Una generación más tarde, otro yerno de Emilio Paulo, Publio
Cornelio Escipión Africano3,
quién se encontraba en Hispania luchando contra los cartagineses,
escribió al Senado de Roma para pedir que se le relevara del mando a
fin de regresar a la ciudad y reunir la dote necesaria para una de
sus hijas, que se encontraba ya en la edad de casarse; el Senado, que
juzgó que en tales momentos no podía ser reemplazado, y de acuerdo
con la madre de la joven y un consejo de los más allegados, fijó la
cifra de la dote que sería descontada del tesoro público. La suma
era más de 40.000 libras de bronce, lo que demuestra a Valerio
Máximo4 la
mediocridad de las fortunas de ese tiempo. Sin embargo, la cifra se
encuentra muy alejada de las cinco libras de plata que solo unos años
antes recibiera Q.Aelio Tubero de manos de su suegro, lo que nos
indica que las cosas estaban cambiando muy rápidamente.
La
razón de ello podemos encontrarla en la II Guerra Púnica. En las
batallas de Trasimeno y Cannas, el ejército romano había sufrido
las derrotas más dolorosas de su Historia. Solo en Cannas, Aníbal
aniquiló a tantos hombres que, como dice Tito Livio, “no existía
ninguna madre que no fuera alcanzada por la aflicción”: la cifra
de bajas, en concreto, oscila entre los 50.000 y 70.000 romanos, con
otros 3.000 o 4.500 hechos prisioneros5;
entre todos los fallecidos se encontraba Emilio Paulo, los dos
cónsules, dos cuestores, veintinueve de los cuarenta ocho tribunos
militares, y unos ochenta senadores6.
Tan abultada lista de pérdidas humanas obligó en el año 216 a.C.

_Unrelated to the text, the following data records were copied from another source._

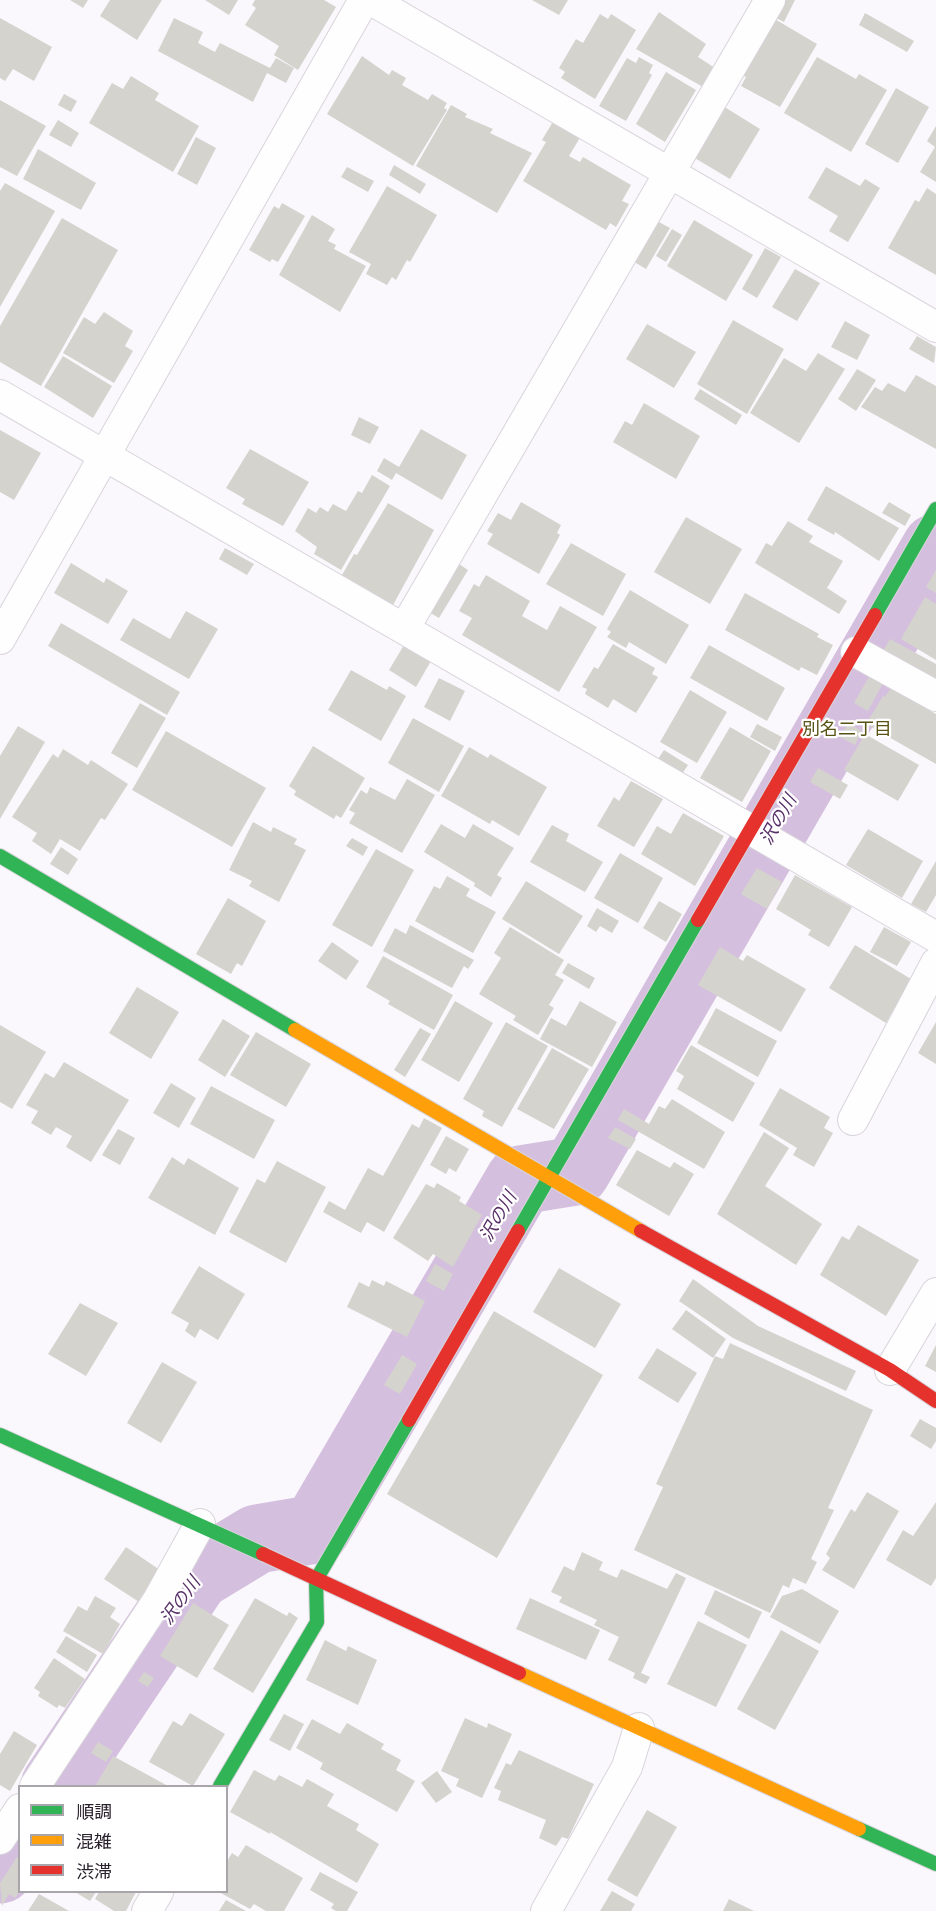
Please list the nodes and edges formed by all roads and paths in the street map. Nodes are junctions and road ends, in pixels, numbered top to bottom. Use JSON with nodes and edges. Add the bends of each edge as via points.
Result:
{"nodes":[{"id":1,"x":364,"y":0,"type":"edge"},
{"id":2,"x":371,"y":0,"type":"edge"},
{"id":3,"x":770,"y":0,"type":"edge"},
{"id":4,"x":671,"y":173,"type":"junction"},
{"id":5,"x":936,"y":327,"type":"edge"},
{"id":6,"x":0,"y":395,"type":"edge"},
{"id":7,"x":104,"y":457,"type":"junction"},
{"id":8,"x":936,"y":509,"type":"edge"},
{"id":9,"x":404,"y":628,"type":"junction"},
{"id":10,"x":0,"y":639,"type":"edge"},
{"id":11,"x":855,"y":651,"type":"junction"},
{"id":12,"x":936,"y":696,"type":"edge"},
{"id":13,"x":762,"y":836,"type":"junction"},
{"id":14,"x":0,"y":856,"type":"edge"},
{"id":15,"x":936,"y":937,"type":"edge"},
{"id":16,"x":936,"y":963,"type":"edge"},
{"id":17,"x":853,"y":1120,"type":"dead end"},
{"id":18,"x":548,"y":1178,"type":"junction"},
{"id":19,"x":936,"y":1293,"type":"edge"},
{"id":20,"x":890,"y":1370,"type":"junction"},
{"id":21,"x":936,"y":1401,"type":"edge"},
{"id":22,"x":0,"y":1435,"type":"edge"},
{"id":23,"x":210,"y":1528,"type":"junction"},
{"id":24,"x":316,"y":1580,"type":"junction"},
{"id":25,"x":639,"y":1728,"type":"junction"},
{"id":26,"x":36,"y":1785,"type":"edge"},
{"id":27,"x":221,"y":1785,"type":"edge"},
{"id":28,"x":936,"y":1864,"type":"edge"},
{"id":29,"x":157,"y":1893,"type":"edge"},
{"id":30,"x":147,"y":1911,"type":"edge"},
{"id":31,"x":546,"y":1911,"type":"edge"}],
"edges":[{"from":1,"to":7,"type":"street"},
{"from":2,"to":4,"type":"street"},
{"from":3,"to":4,"type":"street"},
{"from":4,"to":5,"type":"street"},
{"from":4,"to":9,"type":"street"},
{"from":6,"to":7,"type":"street"},
{"from":7,"to":9,"type":"street"},
{"from":7,"to":10,"type":"street"},
{"from":8,"to":11,"type":"street"},
{"from":9,"to":13,"type":"street"},
{"from":11,"to":12,"type":"street"},
{"from":11,"to":13,"type":"street"},
{"from":13,"to":15,"type":"street"},
{"from":13,"to":18,"type":"street"},
{"from":14,"to":18,"type":"street"},
{"from":16,"to":17,"type":"street"},
{"from":18,"to":20,"type":"street"},
{"from":18,"to":24,"type":"street"},
{"from":19,"to":20,"type":"street"},
{"from":20,"to":21,"type":"street"},
{"from":22,"to":23,"type":"street"},
{"from":23,"to":24,"type":"street"},
{"from":23,"to":26,"type":"street"},
{"from":24,"to":25,"type":"street"},
{"from":24,"to":27,"type":"street","via":[[317,1622]]},
{"from":25,"to":28,"type":"street"},
{"from":25,"to":31,"type":"street","via":[[627,1767]]},
{"from":29,"to":30,"type":"street"}]}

a suspender el ritual anual de Ceres que solo podía ser celebrado
por mujeres, ya que las que llevaban luto eran mayoría y no podían
participar. Debido a esta escasez de hombres, Roma se vio obligada a
hacer una leva de emergencia de adolescentes y 8.000 esclavos7 . Aníbal, más tarde, ofrecería a Roma el rescate de unos 8.000 prisioneros. Las
mujeres imploraron al Senado el rescate de sus hijos, hermanos y
esposos, pero sus miembros se negaron al pago, a pesar de que muchos de estos prisioneros pertenecían a la clase alta y la gran parte estaban además emparentados con senadores. Las consecuencias de su decisión y la derrota previa no tardarían en hacerse sentir: al año
siguiente, el número de ciudadanos que habría de ser elegido para
que pagaran los impuestos sobre la propiedad era tan ínfimo por las
bajas en las batallas de Trasimeno y Cannas que el tributo fue
insuficiente para cubrir las necesidades del Estado8.
Como
los hombres habían muerto, sus propiedades debieron de repartirse
entre los miembros supervivientes de las familias. Hubo muchísimas
mujeres y niños entre los beneficiados, puesto que muchos romanos
habían muerto sin testar, y “de acuerdo con las leyes
sobre la sucesión sin testar, los hijos y las hijas se distribuyeron
las herencias a partes iguales. Por decirlo crudamente, en el momento
en que sus padres y hermanos fueron aniquilados por Aníbal Barca, la
parte de riqueza en poder de las mujeres aumentó”9. Sin
duda fue el intento de restringir el tamaño y cantidad de las
súbitas fortunas femeninas lo que condujo en 215 a.C., solo un año
después de la batalla de Cannas, a la aprobación de la Lex
Oppia, que no solo limitaba a las mujeres la suma de oro
disponible, si no también les prohibía llevar vestidos teñidos de
púrpura o el pasear en carruajes hasta una milla de la ciudad de
Roma o en los pueblos de campo romanos, excepto en caso de ceremonias
religiosas10.
La
medida no tardaría en verse respaldada por la Lex Voconia de
169 a.C., lo que podría sin duda indicar la relativa ineficacia de
la Lex Oppia para limitar la riqueza femenina y su exhibición.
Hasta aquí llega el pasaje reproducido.